• _Exercise brief_:
Note how many lines in the entries below contain the string "name", and answer with that number and no other text.

======== Provided records

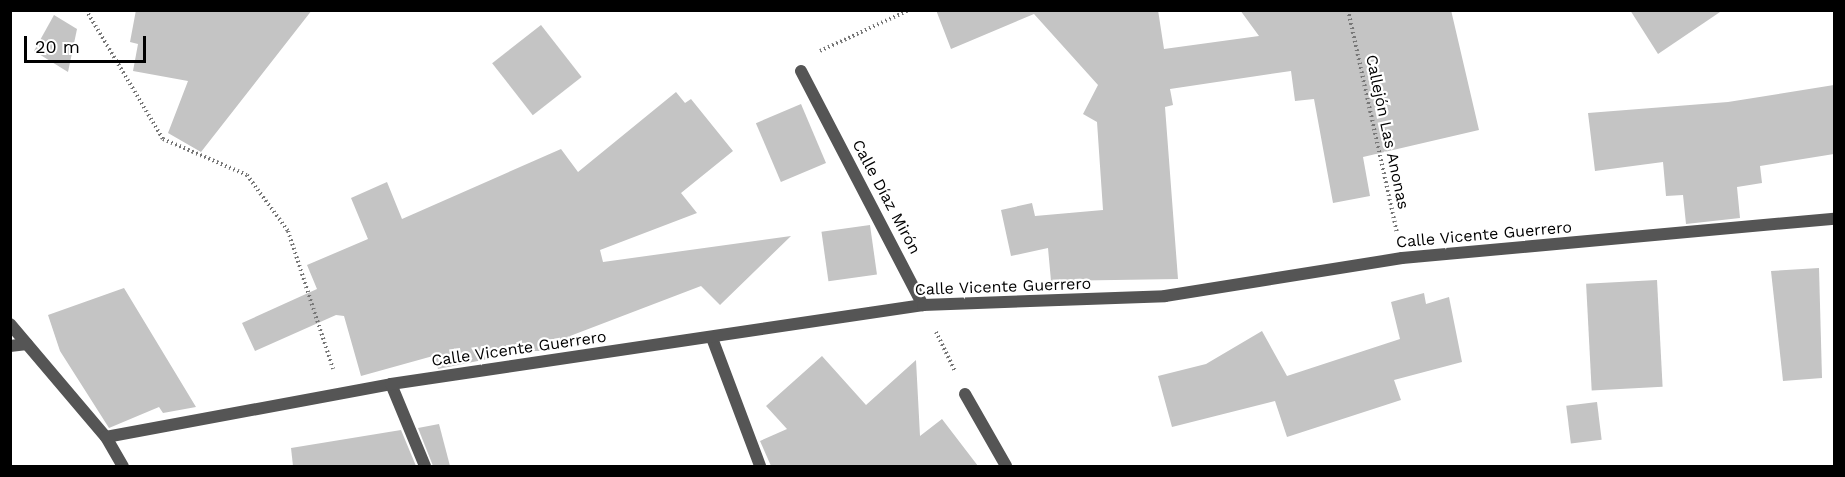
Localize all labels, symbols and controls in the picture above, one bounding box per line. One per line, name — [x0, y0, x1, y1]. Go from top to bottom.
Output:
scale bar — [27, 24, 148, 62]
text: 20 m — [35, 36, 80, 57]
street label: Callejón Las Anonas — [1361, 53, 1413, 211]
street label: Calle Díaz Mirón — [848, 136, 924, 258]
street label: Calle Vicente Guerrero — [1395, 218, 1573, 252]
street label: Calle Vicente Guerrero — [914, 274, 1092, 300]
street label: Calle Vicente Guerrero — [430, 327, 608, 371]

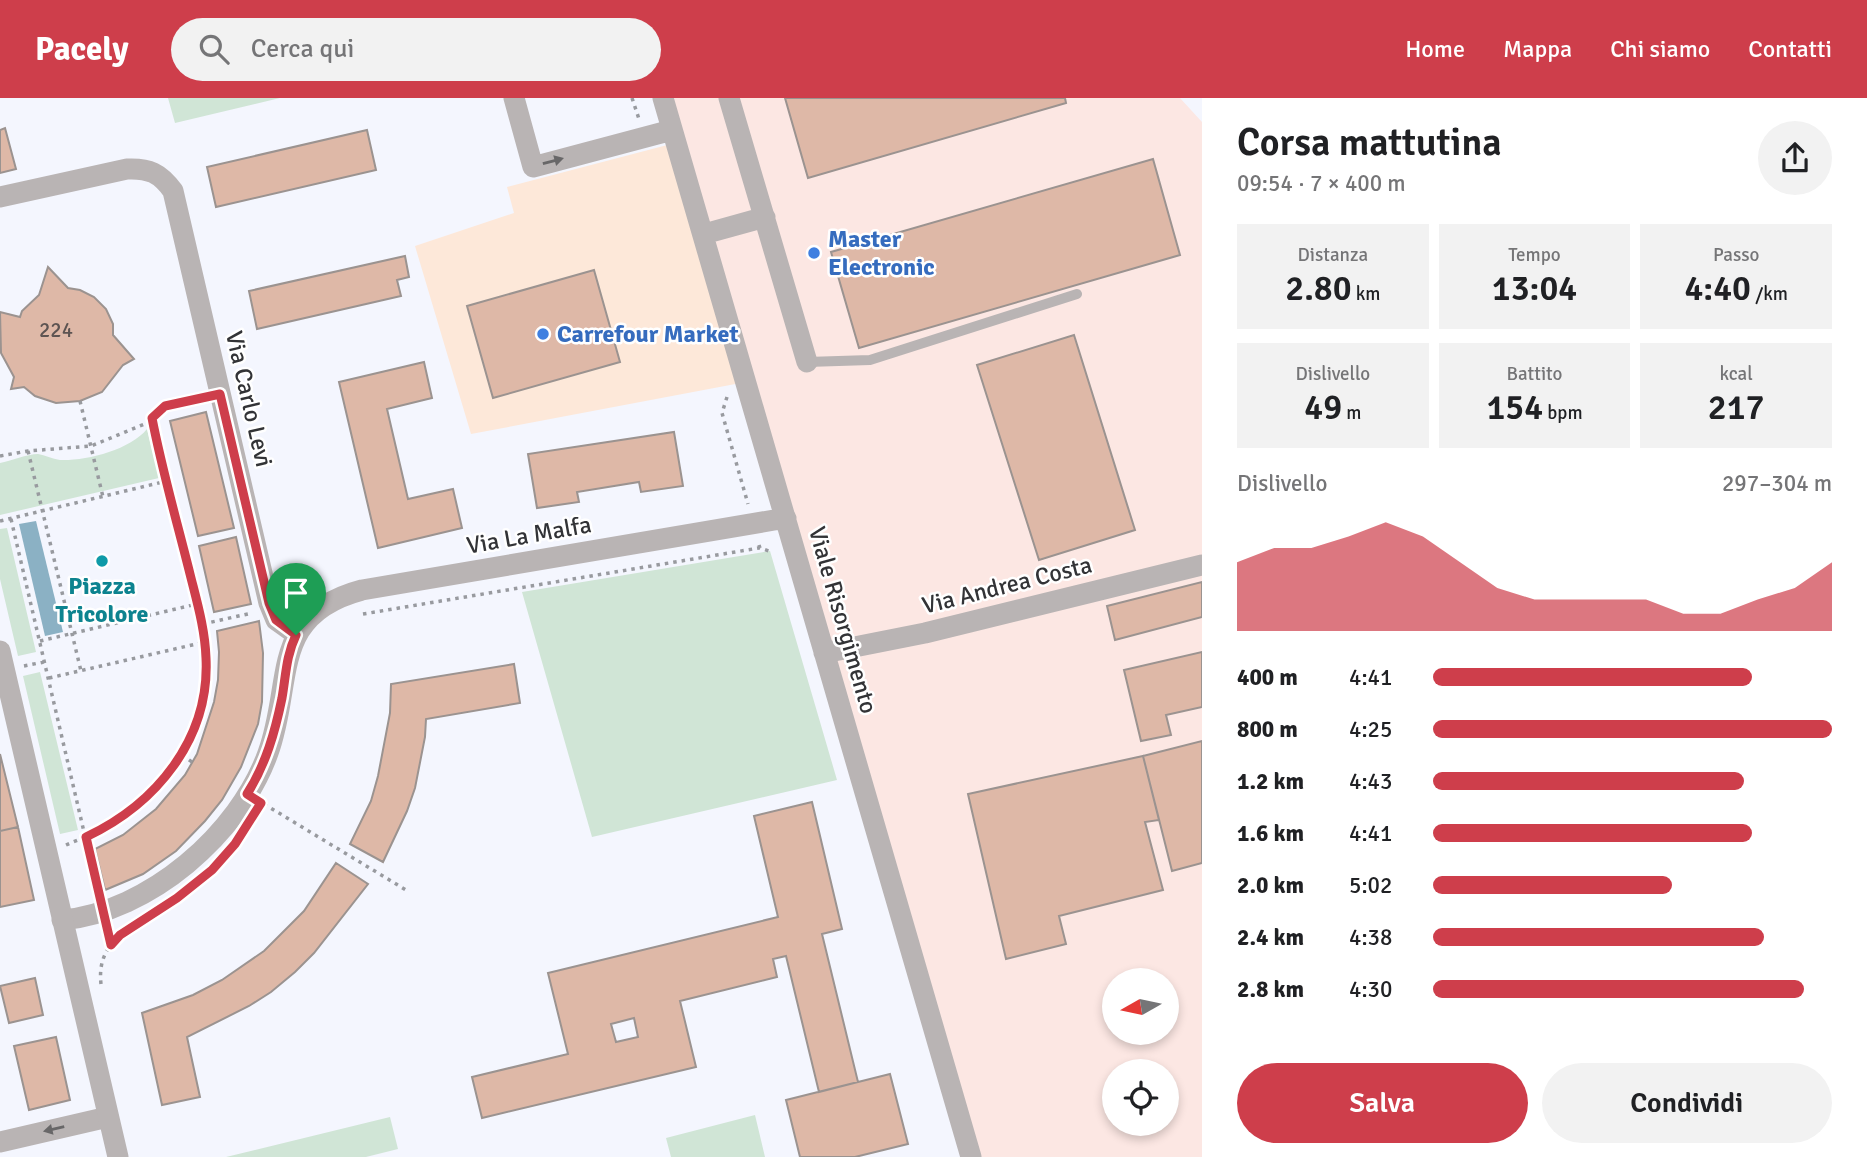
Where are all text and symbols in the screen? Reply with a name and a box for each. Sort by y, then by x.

================
======== Provided records

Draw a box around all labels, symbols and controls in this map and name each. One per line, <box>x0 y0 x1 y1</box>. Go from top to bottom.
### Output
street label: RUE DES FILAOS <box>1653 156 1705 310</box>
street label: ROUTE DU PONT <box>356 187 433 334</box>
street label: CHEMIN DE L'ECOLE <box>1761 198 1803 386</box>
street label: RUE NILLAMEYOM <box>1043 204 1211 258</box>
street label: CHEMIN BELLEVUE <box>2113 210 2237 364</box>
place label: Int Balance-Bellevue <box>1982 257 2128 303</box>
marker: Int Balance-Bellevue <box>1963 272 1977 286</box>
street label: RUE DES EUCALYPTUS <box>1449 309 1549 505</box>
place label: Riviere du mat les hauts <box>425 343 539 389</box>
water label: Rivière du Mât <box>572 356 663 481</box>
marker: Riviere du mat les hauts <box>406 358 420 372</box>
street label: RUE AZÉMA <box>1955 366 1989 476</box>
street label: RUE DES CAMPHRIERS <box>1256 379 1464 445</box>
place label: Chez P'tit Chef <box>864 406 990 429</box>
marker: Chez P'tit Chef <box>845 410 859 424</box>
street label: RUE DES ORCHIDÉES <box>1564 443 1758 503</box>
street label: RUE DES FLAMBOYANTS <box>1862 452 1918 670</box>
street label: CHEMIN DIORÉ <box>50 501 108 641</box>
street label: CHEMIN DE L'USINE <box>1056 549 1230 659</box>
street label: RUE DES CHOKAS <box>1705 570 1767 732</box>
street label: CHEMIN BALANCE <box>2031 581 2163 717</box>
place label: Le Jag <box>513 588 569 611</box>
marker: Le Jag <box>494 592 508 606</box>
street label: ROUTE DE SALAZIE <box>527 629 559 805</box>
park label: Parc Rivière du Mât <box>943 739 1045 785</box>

================

• _Response to this task_:
3